- [Directions for this task] Show every line of the material that follows in which the word "using" occurs.

- [Dataset records]
=-=-=
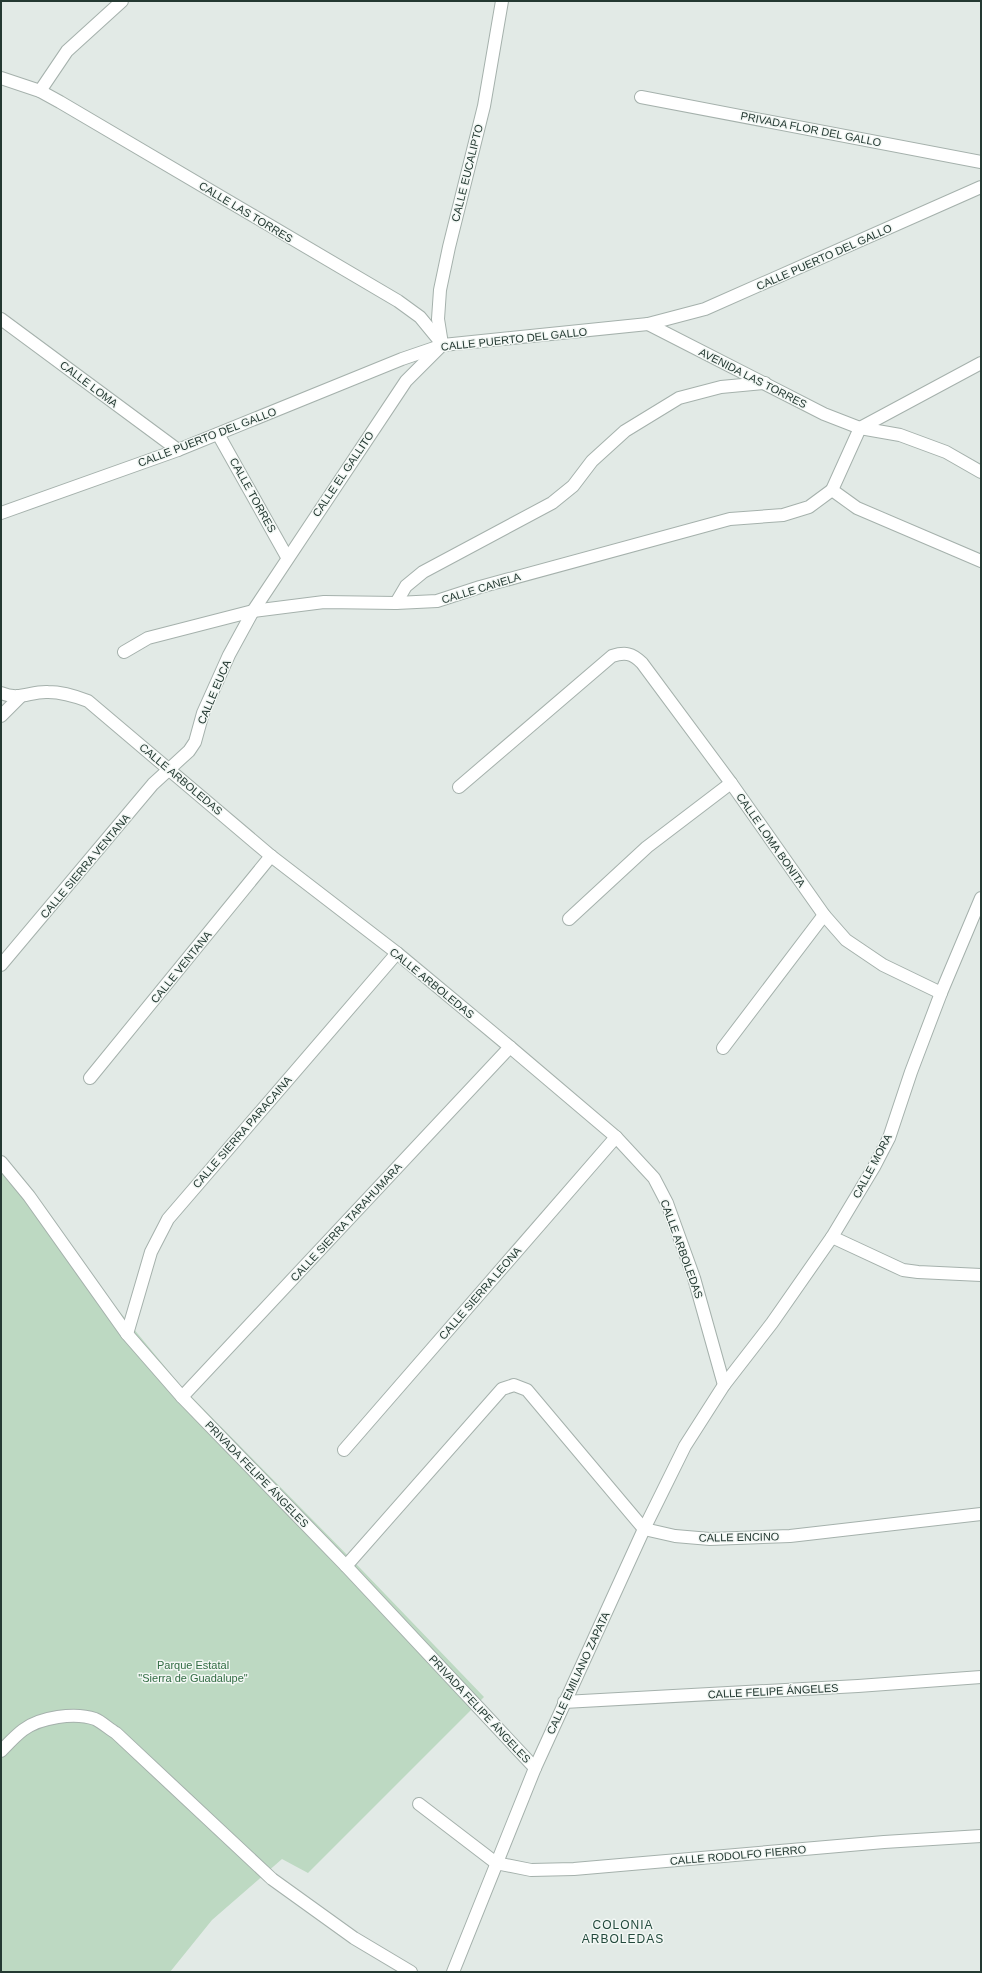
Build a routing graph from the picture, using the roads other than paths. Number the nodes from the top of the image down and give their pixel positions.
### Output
=-=-=
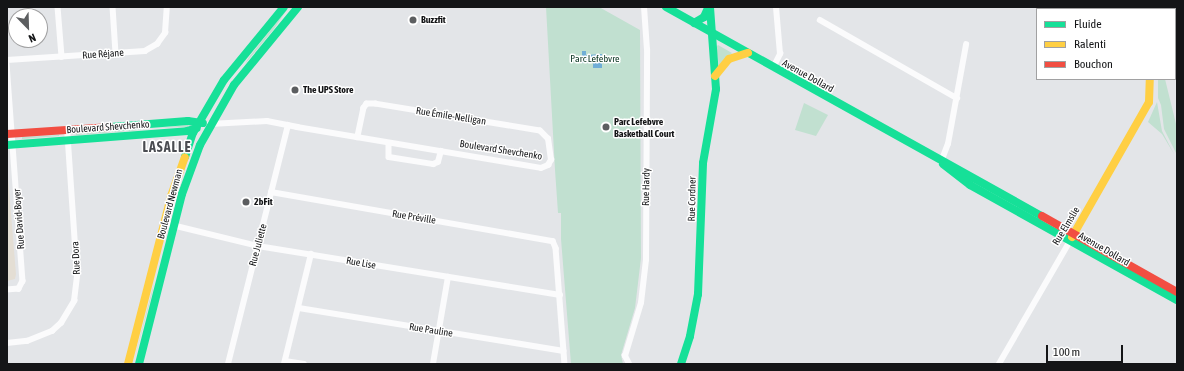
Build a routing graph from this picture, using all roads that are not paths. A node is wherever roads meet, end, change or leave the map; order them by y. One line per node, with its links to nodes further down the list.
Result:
=-=-=
- [Solution below]
Build a routing graph from the picture, using the roads other than paths. Number the nodes from the top of the image down and give their pixel positions.
Build a routing graph from this picture, using all roads that are not paths. A node is wherever roads meet, end, change or leave the map; order them by y. One line per node, with its links to nodes further down the list.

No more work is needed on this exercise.